## Work instructions
The response has to reproduce all entries exactly while excluding their pictures.

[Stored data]
=-=-=
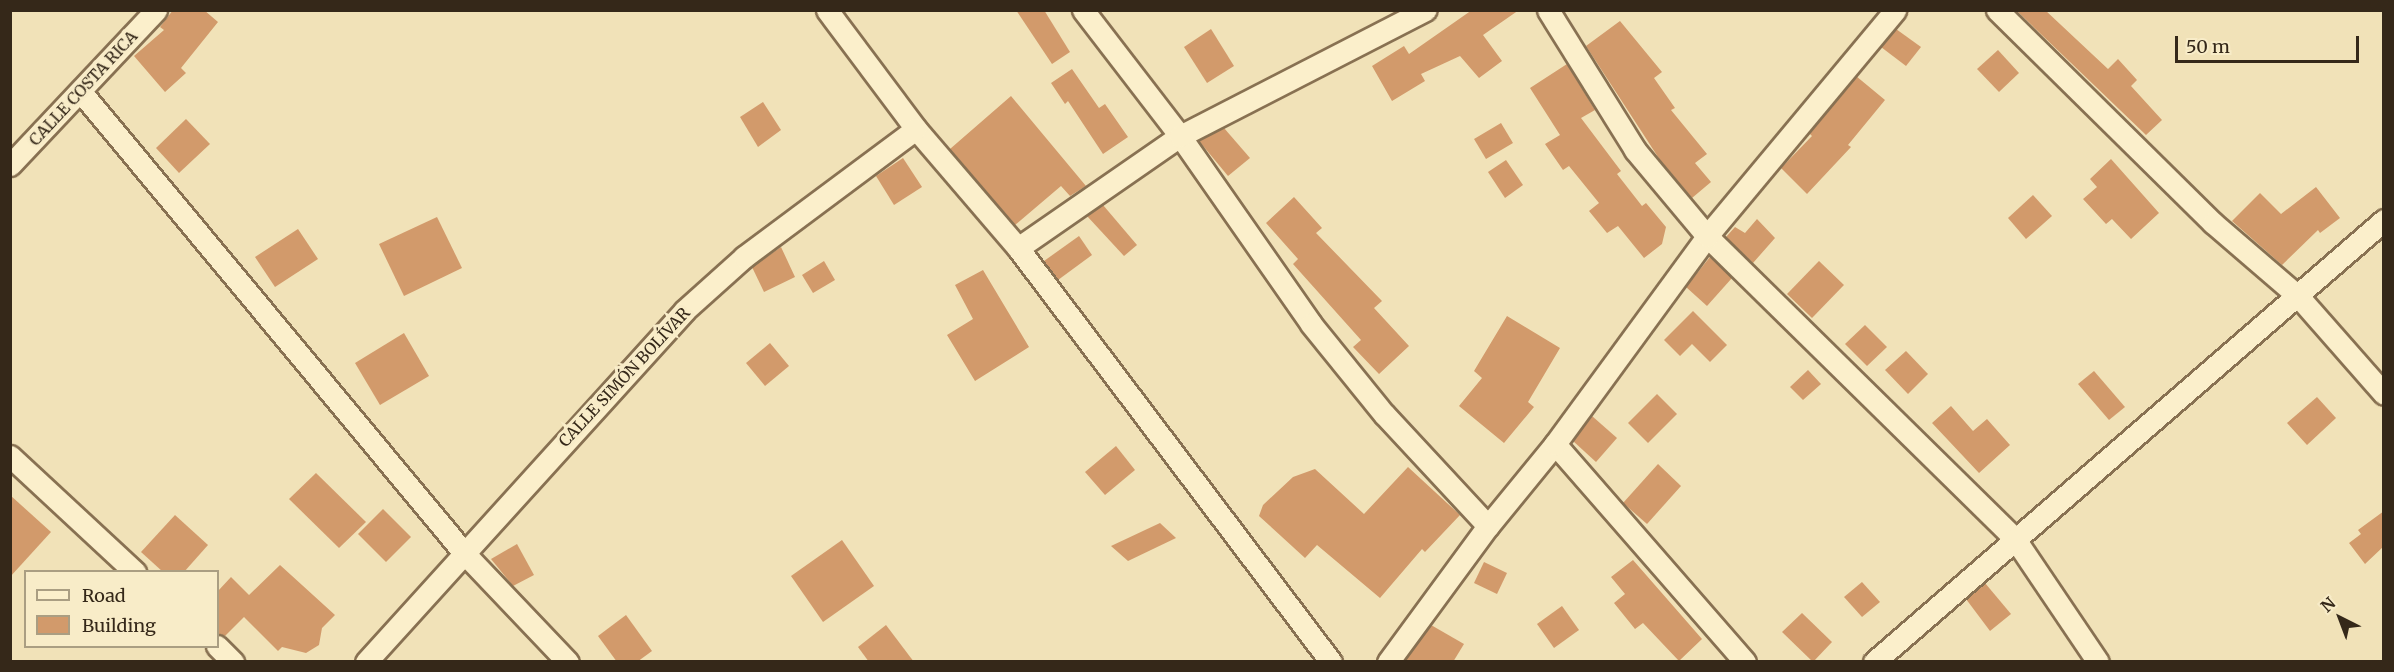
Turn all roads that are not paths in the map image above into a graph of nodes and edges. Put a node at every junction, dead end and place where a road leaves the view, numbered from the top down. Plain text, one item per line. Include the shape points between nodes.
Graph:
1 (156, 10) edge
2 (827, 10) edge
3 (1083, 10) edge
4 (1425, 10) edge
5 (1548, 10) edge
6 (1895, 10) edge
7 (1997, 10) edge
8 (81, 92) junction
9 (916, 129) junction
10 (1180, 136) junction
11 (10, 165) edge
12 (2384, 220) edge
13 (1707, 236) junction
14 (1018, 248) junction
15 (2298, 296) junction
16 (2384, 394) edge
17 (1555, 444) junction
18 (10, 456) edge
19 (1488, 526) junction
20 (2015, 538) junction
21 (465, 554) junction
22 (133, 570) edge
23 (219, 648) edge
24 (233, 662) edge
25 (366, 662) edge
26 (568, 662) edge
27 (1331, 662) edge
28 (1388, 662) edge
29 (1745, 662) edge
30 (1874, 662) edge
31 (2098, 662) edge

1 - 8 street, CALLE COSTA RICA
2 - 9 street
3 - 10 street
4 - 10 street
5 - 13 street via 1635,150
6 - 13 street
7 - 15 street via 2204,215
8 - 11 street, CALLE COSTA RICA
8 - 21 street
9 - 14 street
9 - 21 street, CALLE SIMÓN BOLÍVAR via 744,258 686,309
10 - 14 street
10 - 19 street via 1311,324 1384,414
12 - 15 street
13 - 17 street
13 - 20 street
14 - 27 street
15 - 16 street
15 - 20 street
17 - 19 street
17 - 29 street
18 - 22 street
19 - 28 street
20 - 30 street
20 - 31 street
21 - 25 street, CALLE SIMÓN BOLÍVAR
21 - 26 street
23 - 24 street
=-=-=
## Answer to the problem
Turn all roads that are not paths in the map image above into a graph of nodes and edges. Put a node at every junction, dead end and place where a road leaves the view, numbered from the top down. Plain text, one item per line. Include the shape points between nodes.
Graph:
1 (156, 10) edge
2 (827, 10) edge
3 (1083, 10) edge
4 (1425, 10) edge
5 (1548, 10) edge
6 (1895, 10) edge
7 (1997, 10) edge
8 (81, 92) junction
9 (916, 129) junction
10 (1180, 136) junction
11 (10, 165) edge
12 (2384, 220) edge
13 (1707, 236) junction
14 (1018, 248) junction
15 (2298, 296) junction
16 (2384, 394) edge
17 (1555, 444) junction
18 (10, 456) edge
19 (1488, 526) junction
20 (2015, 538) junction
21 (465, 554) junction
22 (133, 570) edge
23 (219, 648) edge
24 (233, 662) edge
25 (366, 662) edge
26 (568, 662) edge
27 (1331, 662) edge
28 (1388, 662) edge
29 (1745, 662) edge
30 (1874, 662) edge
31 (2098, 662) edge

1 - 8 street, CALLE COSTA RICA
2 - 9 street
3 - 10 street
4 - 10 street
5 - 13 street via 1635,150
6 - 13 street
7 - 15 street via 2204,215
8 - 11 street, CALLE COSTA RICA
8 - 21 street
9 - 14 street
9 - 21 street, CALLE SIMÓN BOLÍVAR via 744,258 686,309
10 - 14 street
10 - 19 street via 1311,324 1384,414
12 - 15 street
13 - 17 street
13 - 20 street
14 - 27 street
15 - 16 street
15 - 20 street
17 - 19 street
17 - 29 street
18 - 22 street
19 - 28 street
20 - 30 street
20 - 31 street
21 - 25 street, CALLE SIMÓN BOLÍVAR
21 - 26 street
23 - 24 street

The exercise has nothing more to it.